Buksa pożegnał Szczecin
O przejściu Adama Buksy do Major League Soccer było wiadomo właściwie od paru dni. Teraz jednak już oficjalnie snajper Pogoni Szczecin ruszył za Ocean, bo już oficjalnie pożegnał się z klubem i kibicami. Pojawiły się łzy.
Nowym miejscem, w którym swój rozwój w lepszej lidze będzie kontynuował Polak, będzie New England Revolution położone w okolicach Bostonu. Kwota transferu, zgodnie z doniesieniami, wyniosła najpewniej 4 mln euro i na najbliższy czas zamknęła transferową sagę Buksy, o którego sprzedaży mówiło się już od wielu miesięcy. No i w końcu do tego doszło.
Zarząd Klubu dziękuje Adamowi za grę w granatowo-bordowych barwach, profesjonalizm oraz wkład w rozwój klubie! Do zobaczenia na piłkarskim szlaku, chwytaj swoje marzenia!
23-latek był ważnym ogniwem w ofensywie Pogoni, która już bez niego w kadrze przegrała dziś u siebie z Koroną Kielce. Nie takiego pożegnania chciał pewnie napastnik, który w przerwie spotkania pojawił się na murawie, by powiedzieć co nieco w jednej z ostatnich - jeśli nie ostatniej - chwili na szczecińskim stadionie.
Trzymaj się Adam.
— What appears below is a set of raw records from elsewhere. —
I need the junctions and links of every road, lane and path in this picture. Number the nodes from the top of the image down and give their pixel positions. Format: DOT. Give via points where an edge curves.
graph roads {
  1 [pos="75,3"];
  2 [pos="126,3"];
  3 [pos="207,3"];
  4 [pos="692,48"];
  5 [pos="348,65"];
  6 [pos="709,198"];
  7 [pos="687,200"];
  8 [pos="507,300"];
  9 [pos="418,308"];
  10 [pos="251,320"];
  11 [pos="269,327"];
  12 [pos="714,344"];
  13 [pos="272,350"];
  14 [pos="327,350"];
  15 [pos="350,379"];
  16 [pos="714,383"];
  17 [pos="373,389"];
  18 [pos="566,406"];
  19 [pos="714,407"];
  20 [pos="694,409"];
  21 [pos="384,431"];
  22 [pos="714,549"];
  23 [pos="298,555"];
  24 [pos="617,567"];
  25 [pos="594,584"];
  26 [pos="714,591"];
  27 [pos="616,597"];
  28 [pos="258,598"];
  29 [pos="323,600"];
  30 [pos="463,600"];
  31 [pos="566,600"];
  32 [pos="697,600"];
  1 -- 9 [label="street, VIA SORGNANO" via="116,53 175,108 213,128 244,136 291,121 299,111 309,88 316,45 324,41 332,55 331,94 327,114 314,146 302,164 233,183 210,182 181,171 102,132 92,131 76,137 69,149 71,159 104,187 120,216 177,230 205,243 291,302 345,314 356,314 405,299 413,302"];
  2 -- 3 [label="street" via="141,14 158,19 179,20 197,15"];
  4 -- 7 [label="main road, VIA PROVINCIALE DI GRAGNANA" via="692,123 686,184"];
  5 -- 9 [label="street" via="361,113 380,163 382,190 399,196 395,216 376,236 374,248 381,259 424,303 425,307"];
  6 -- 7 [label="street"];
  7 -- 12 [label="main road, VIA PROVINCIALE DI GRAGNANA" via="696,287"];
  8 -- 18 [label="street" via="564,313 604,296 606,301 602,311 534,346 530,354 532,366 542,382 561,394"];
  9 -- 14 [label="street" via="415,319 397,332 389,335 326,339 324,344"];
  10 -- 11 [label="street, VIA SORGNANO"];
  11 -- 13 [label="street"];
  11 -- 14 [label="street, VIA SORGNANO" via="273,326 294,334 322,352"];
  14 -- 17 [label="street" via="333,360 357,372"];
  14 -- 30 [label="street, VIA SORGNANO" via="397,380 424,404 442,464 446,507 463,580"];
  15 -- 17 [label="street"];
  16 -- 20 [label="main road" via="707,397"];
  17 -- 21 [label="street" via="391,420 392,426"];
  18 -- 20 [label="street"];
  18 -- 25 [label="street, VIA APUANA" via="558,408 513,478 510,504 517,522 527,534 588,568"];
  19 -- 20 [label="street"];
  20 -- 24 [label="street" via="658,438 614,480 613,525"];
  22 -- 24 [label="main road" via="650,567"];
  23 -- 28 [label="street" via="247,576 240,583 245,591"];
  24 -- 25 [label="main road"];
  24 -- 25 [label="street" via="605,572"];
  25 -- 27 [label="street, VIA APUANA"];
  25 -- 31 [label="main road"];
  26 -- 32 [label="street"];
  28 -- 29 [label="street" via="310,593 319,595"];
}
I my zawsze będziemy Ci kibicować 🔝😢 pic.twitter.com/AdoshGBPP0
— Pogoń Szczecin (@PogonSzczecin) December 20, 2019
"Bardzo zżyłem się z Wami. Jestem teraz bardzo wzruszony. Obiecuję, że będę zawsze kibicował Pogoni! Życzę Wam wszystkim mistrzostwa Polski!"
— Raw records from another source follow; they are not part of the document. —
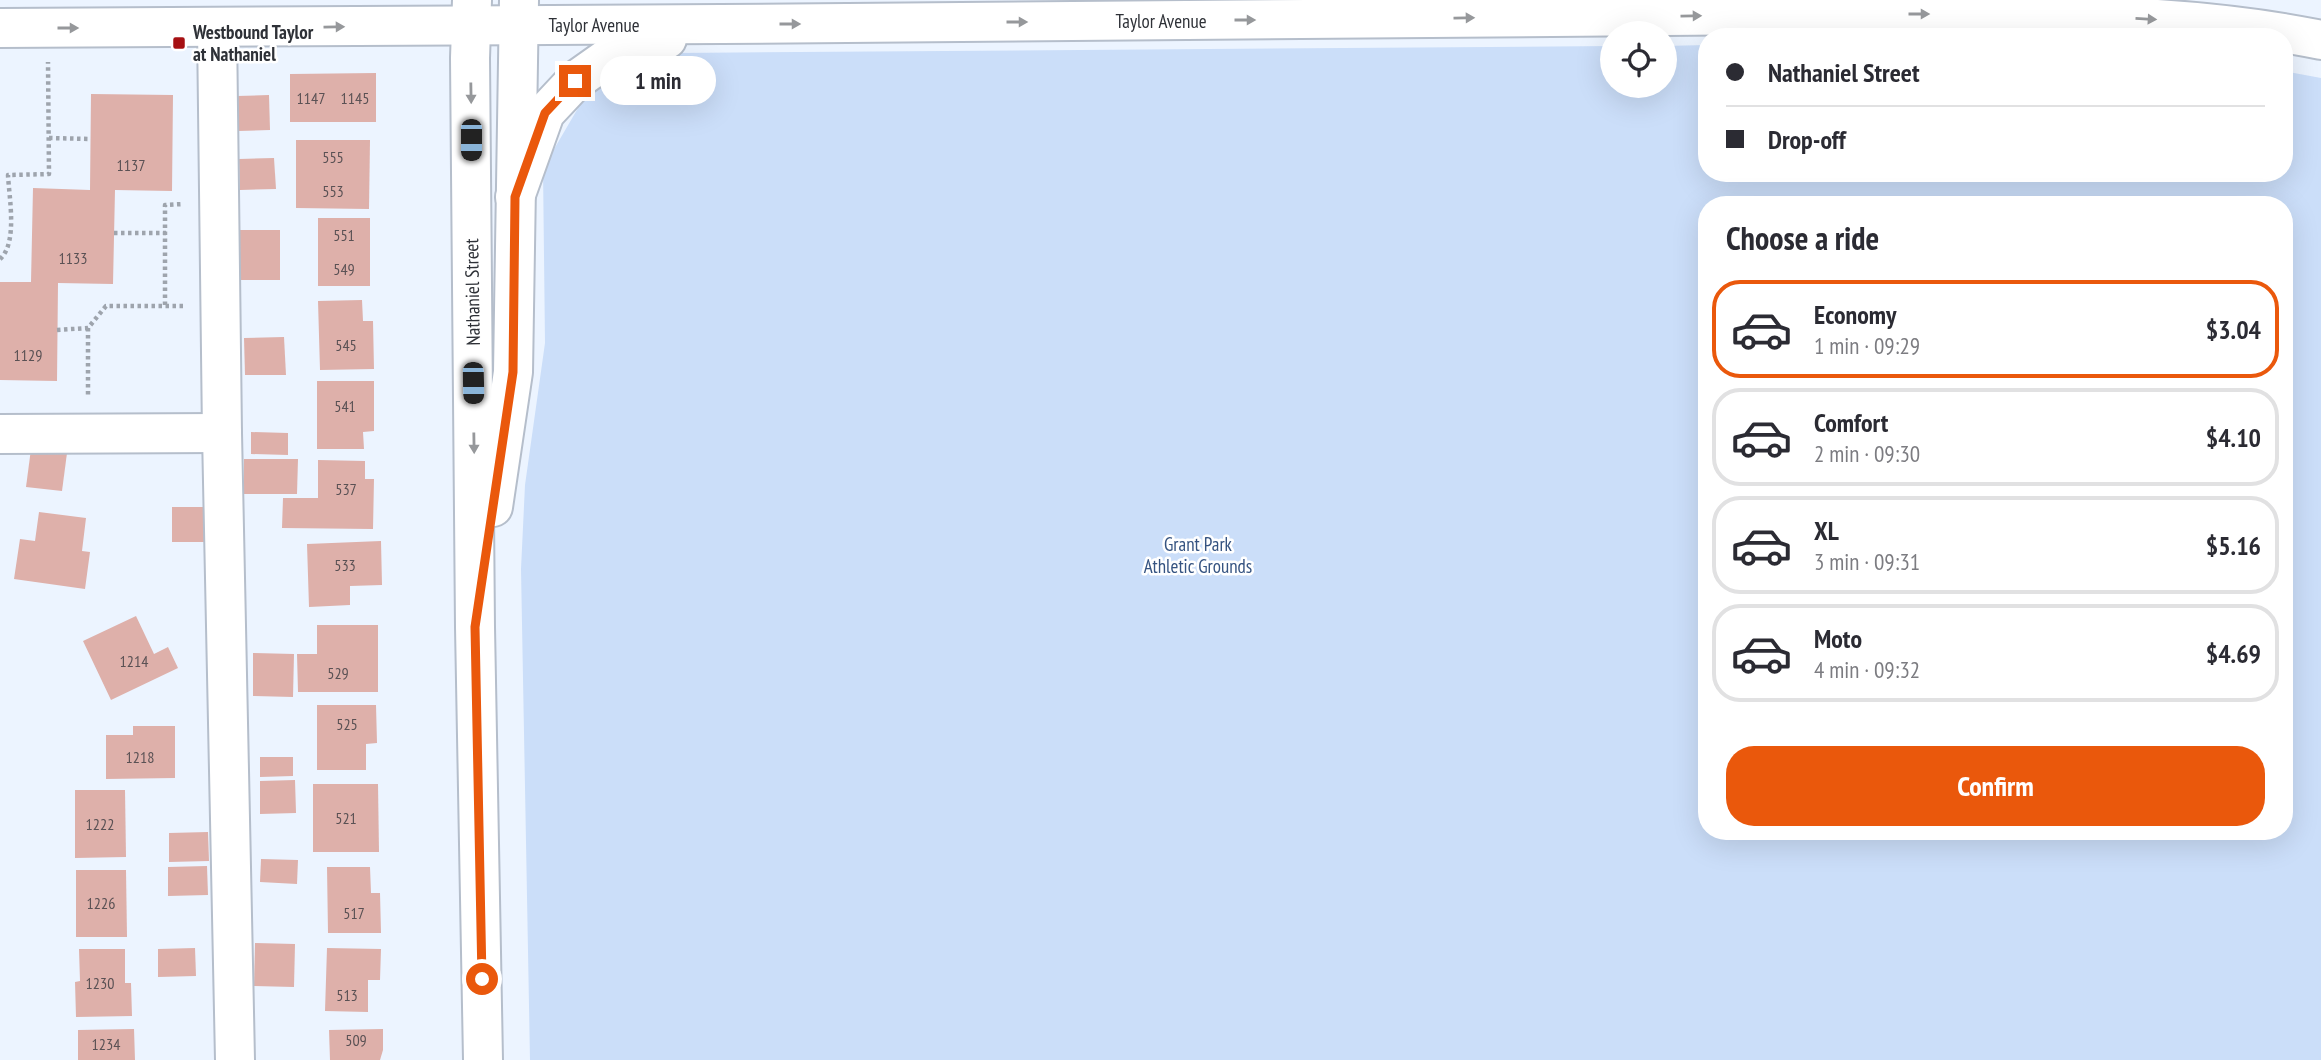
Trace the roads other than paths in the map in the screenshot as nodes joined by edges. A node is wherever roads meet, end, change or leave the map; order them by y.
1 (1396, 10) edge
2 (471, 12) edge
3 (518, 13) edge
4 (721, 24) junction
5 (0, 28) edge
6 (217, 28) junction
7 (2240, 28) edge
8 (2293, 36) edge
9 (2321, 40) edge
10 (515, 197) junction
11 (222, 433) junction
12 (0, 434) edge
13 (475, 627) junction
14 (235, 1060) edge
15 (483, 1060) edge

4 -> 1 main road, Taylor Avenue
1 -> 7 main road, Taylor Avenue
2 - 3 main road, Taylor Avenue
6 -> 2 main road, Taylor Avenue
2 -> 13 main road, Nathaniel Street
3 - 4 main road, Taylor Avenue
3 - 10 main road, Nathaniel Street
4 - 10 main road
5 -> 6 main road, Taylor Avenue
6 - 11 main road
8 -> 9 main road, Taylor Avenue
10 - 13 main road, Nathaniel Street
11 - 12 main road
11 - 14 main road
13 - 15 main road, Nathaniel Street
— Pogoń Szczecin (@PogonSzczecin) December 20, 2019
Sam Buksa wierzy, że w New England będzie mógł powalczyć o stanie się kluczową postacią drużyny, a jego zespół będzie walczył o top 4. Ciekawe tylko co z reprezentacją, bo będąc w Pogoni zdarzyło mu się liznąć tematu, choć debiutu nie zanotował. Przemysław Frankowski śmiga na zgrupowania z USA, więc będą mogli latać sobie razem, chociaż... on gra w Chicago, ciut daleko.